» **Provided data**

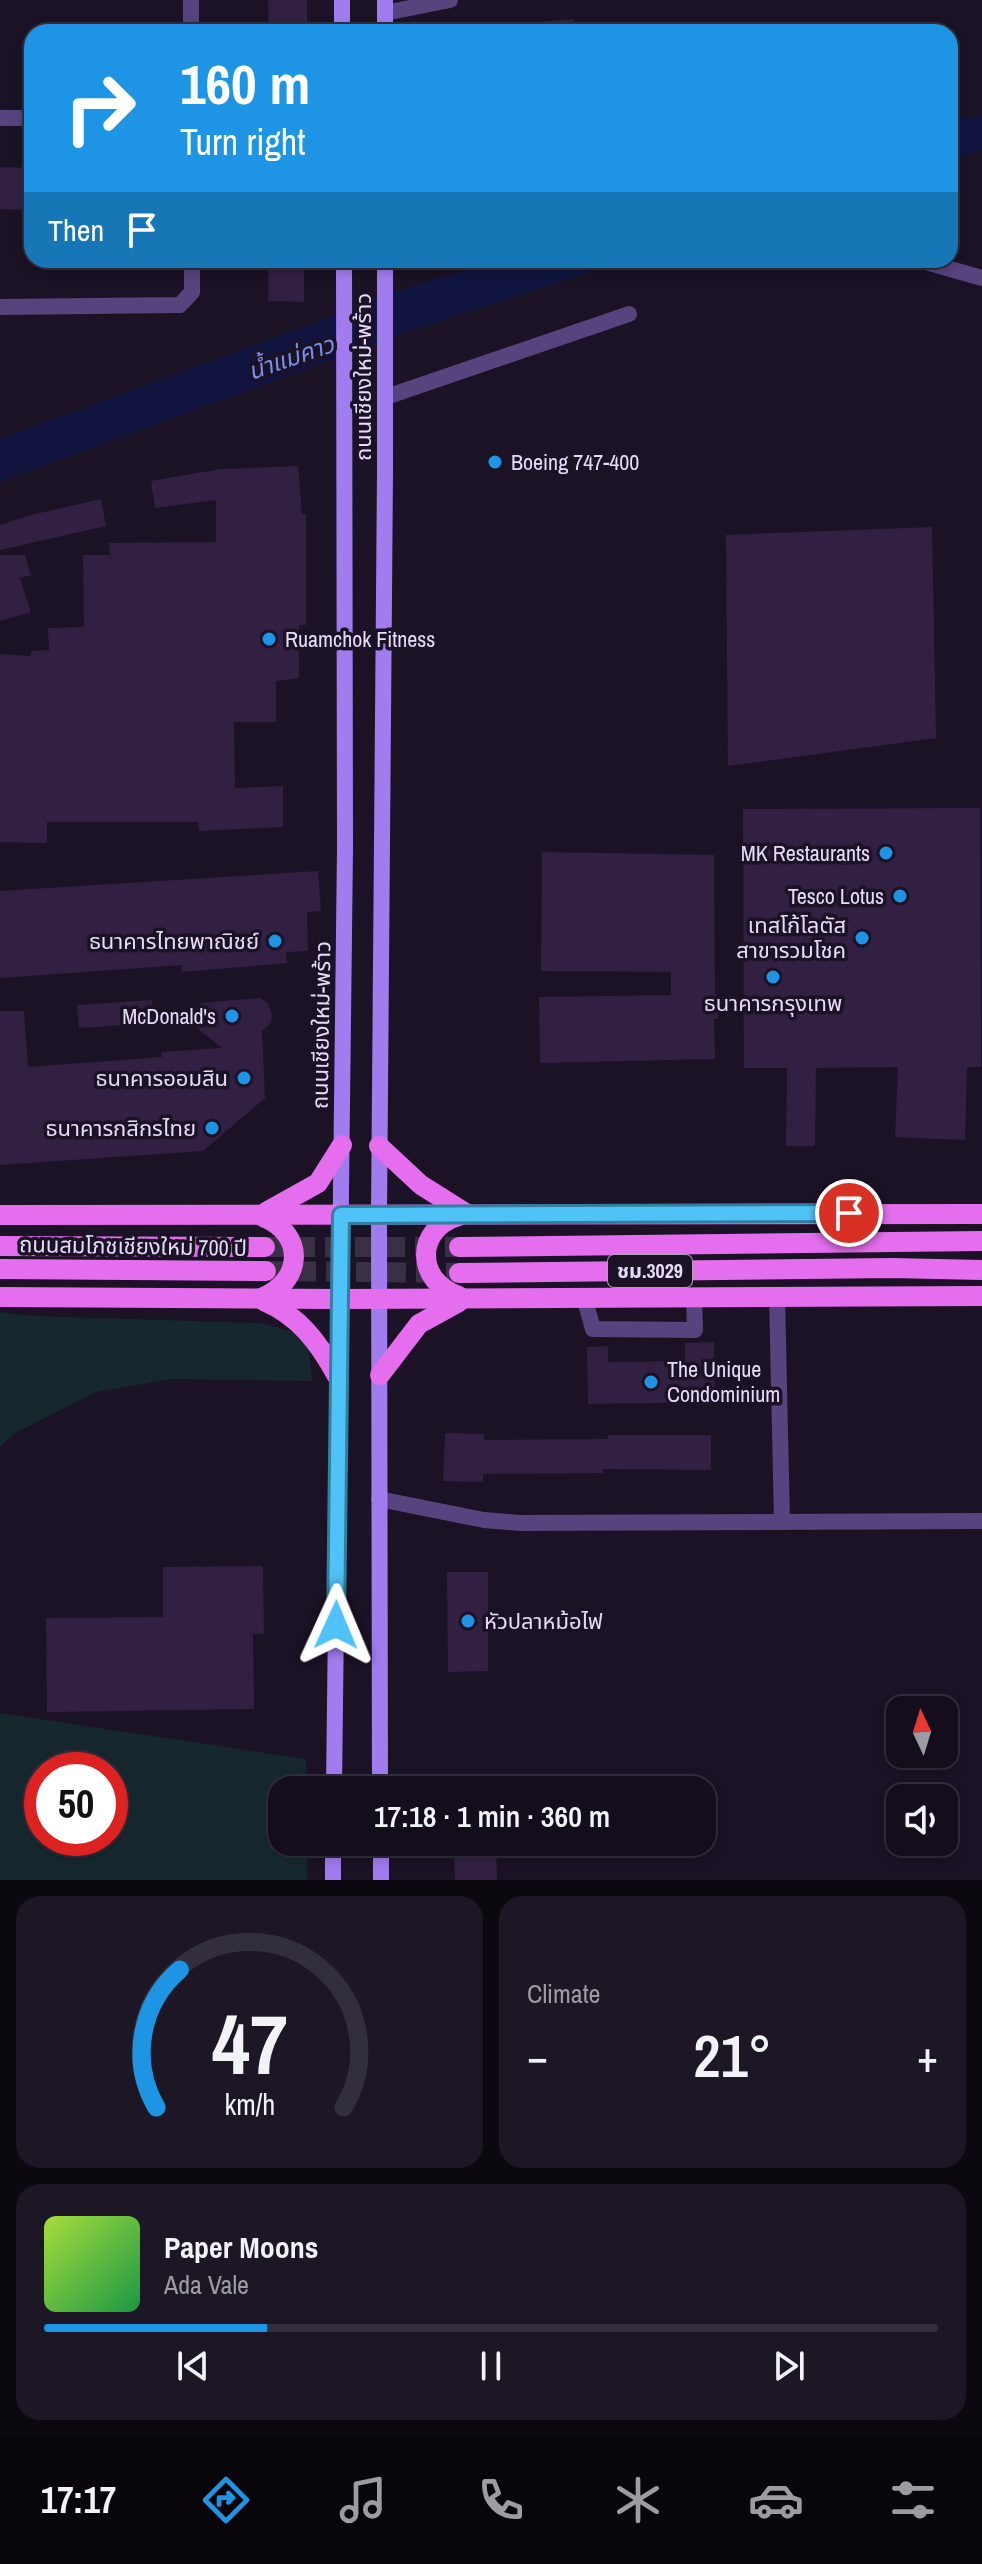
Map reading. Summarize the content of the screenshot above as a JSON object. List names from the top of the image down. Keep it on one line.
{"streets":{"main road":["ถนนเชียงใหม่-พร้าว","ถนนสมโภชเชียงใหม่ 700 ปี","ชม.3029"]},"water":["น้ำแม่คาว"],"places":["Boeing 747-400","Ruamchok Fitness","MK Restaurants","Tesco Lotus","เทสโก้โลตัส สาขารวมโชค","ธนาคารไทยพาณิชย์","ธนาคารกรุงเทพ","McDonald's","ธนาคารออมสิน","ธนาคารกสิกรไทย","The Unique Condominium","หัวปลาหม้อไฟ"],"north":"top","page":{"turn":["160 m","Turn right"],"then":"Then","limit":"50","trip":"17:18 · 1 min · 360 m","tile":"Climate","heat":["−","21°","+"],"song":["Paper Moons","Ada Vale"],"tabs":"17:17","gauge":["47","km/h"]}}
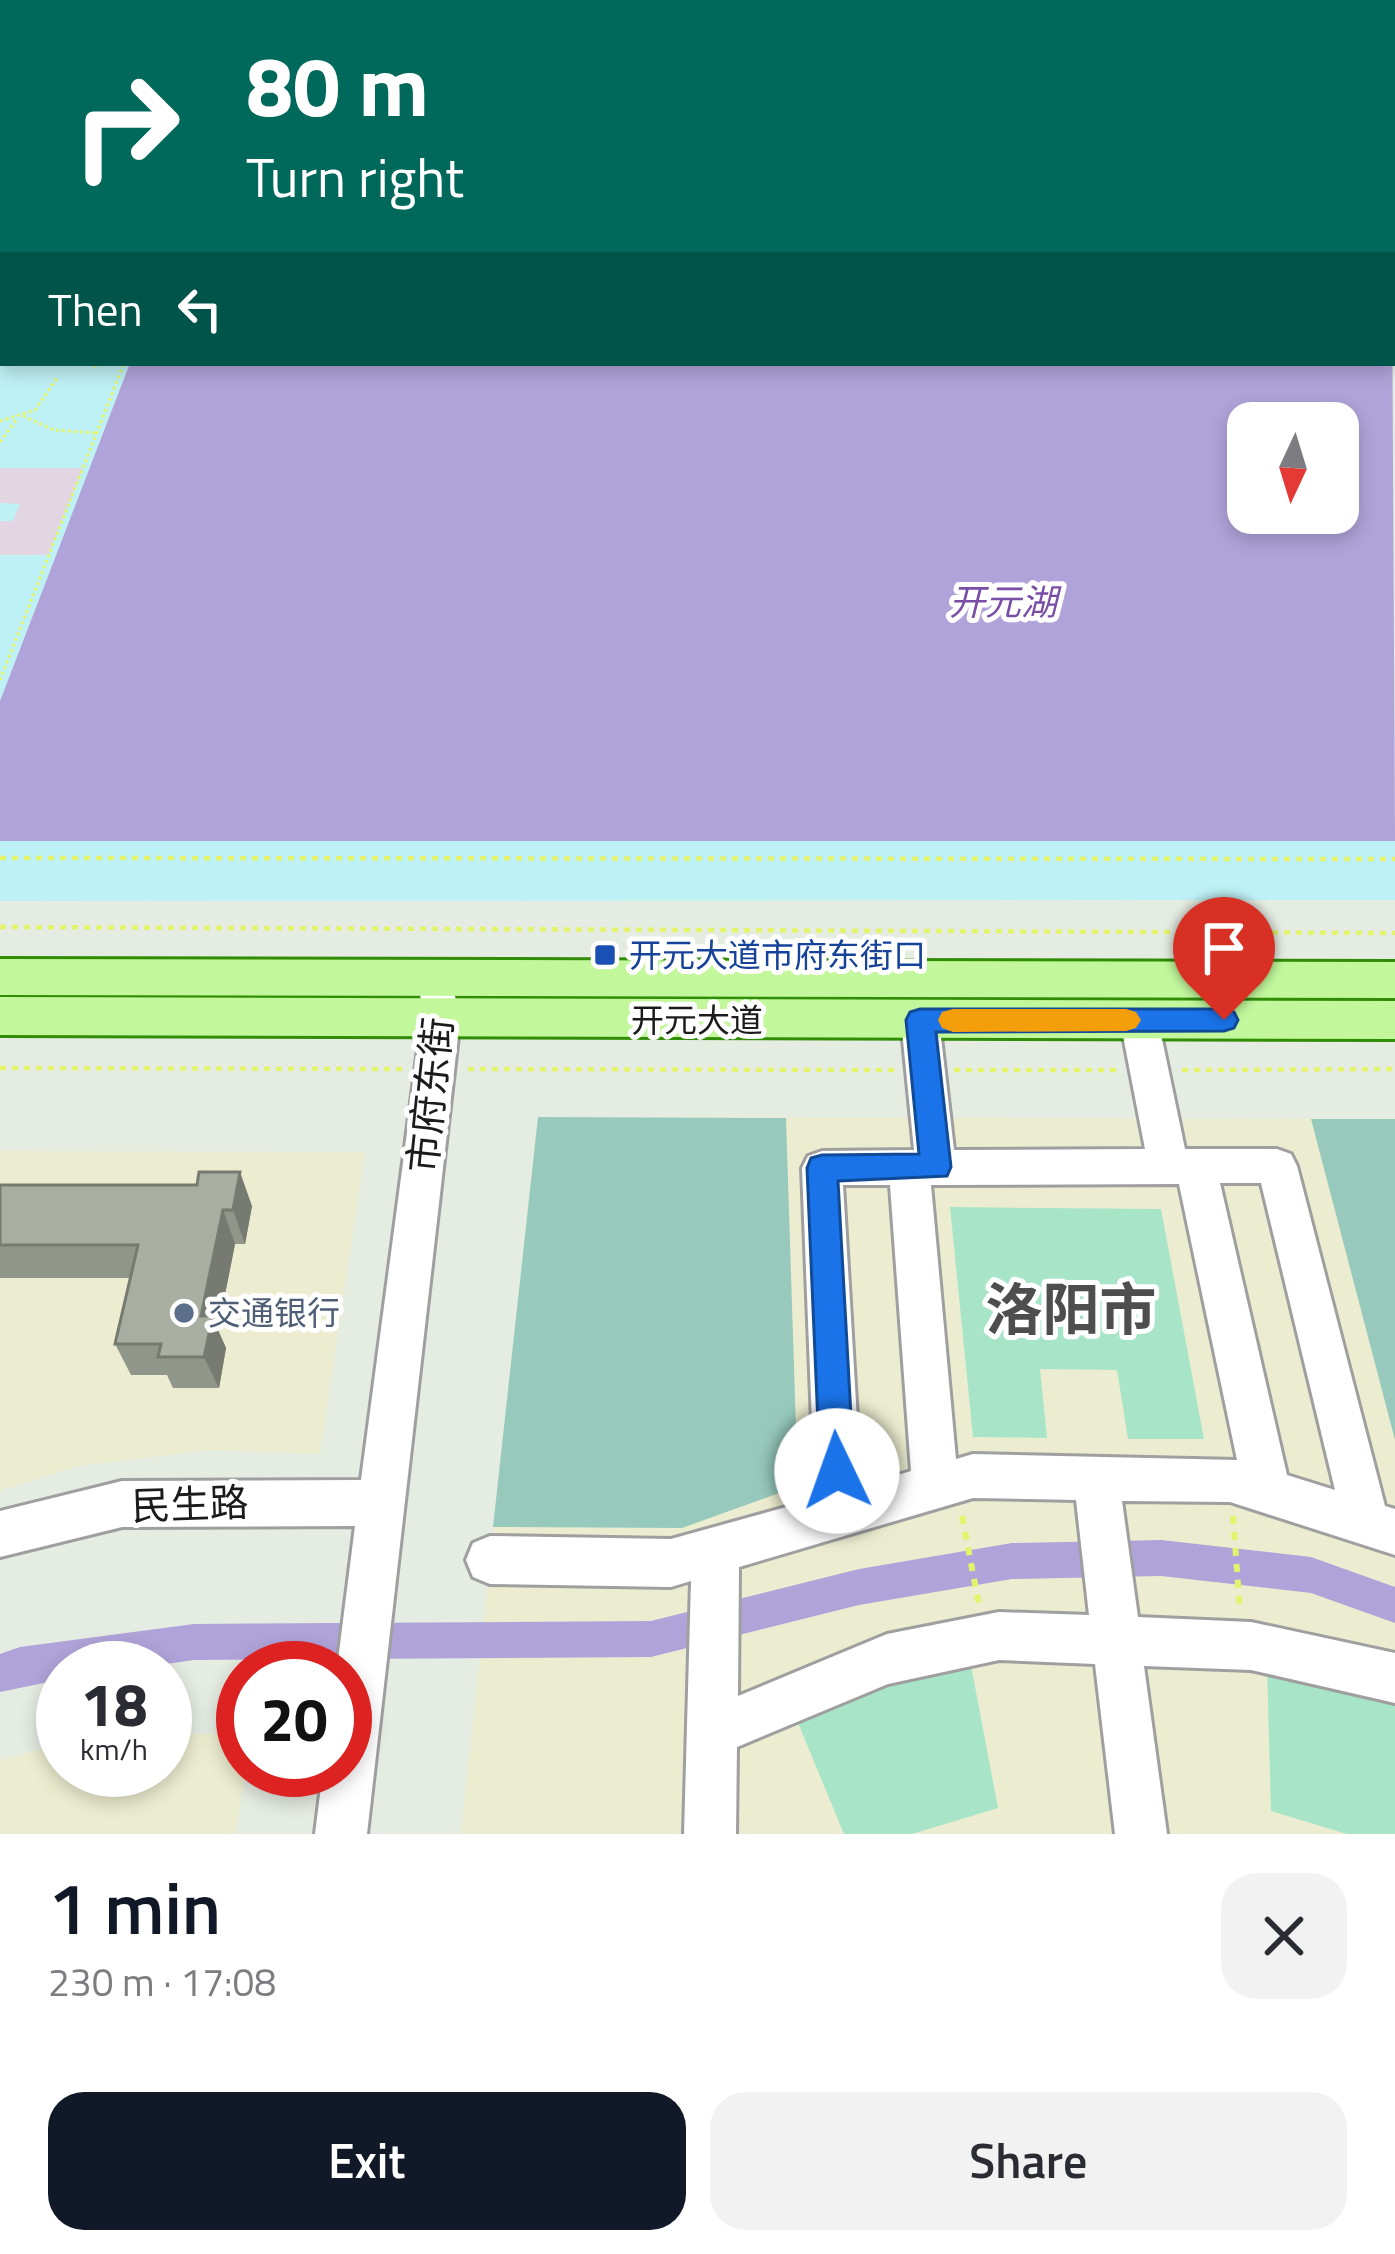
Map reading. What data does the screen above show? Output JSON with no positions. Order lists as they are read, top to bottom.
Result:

» **Instructions for the task**
All the material shown above is to be copied exactly, with no pictures carried over.

» **Completed exercise**
Map reading. Summarize the content of the screenshot above as a JSON object. List names from the top of the image down. Keep it on one line.
{"streets":{"main road":["ถนนเชียงใหม่-พร้าว","ถนนสมโภชเชียงใหม่ 700 ปี","ชม.3029"]},"water":["น้ำแม่คาว"],"places":["Boeing 747-400","Ruamchok Fitness","MK Restaurants","Tesco Lotus","เทสโก้โลตัส สาขารวมโชค","ธนาคารไทยพาณิชย์","ธนาคารกรุงเทพ","McDonald's","ธนาคารออมสิน","ธนาคารกสิกรไทย","The Unique Condominium","หัวปลาหม้อไฟ"],"north":"top","page":{"turn":["160 m","Turn right"],"then":"Then","limit":"50","trip":"17:18 · 1 min · 360 m","tile":"Climate","heat":["−","21°","+"],"song":["Paper Moons","Ada Vale"],"tabs":"17:17","gauge":["47","km/h"]}}
Map reading. What data does the screen above show? Output JSON with no positions. Order lists as they are read, top to bottom.
Result:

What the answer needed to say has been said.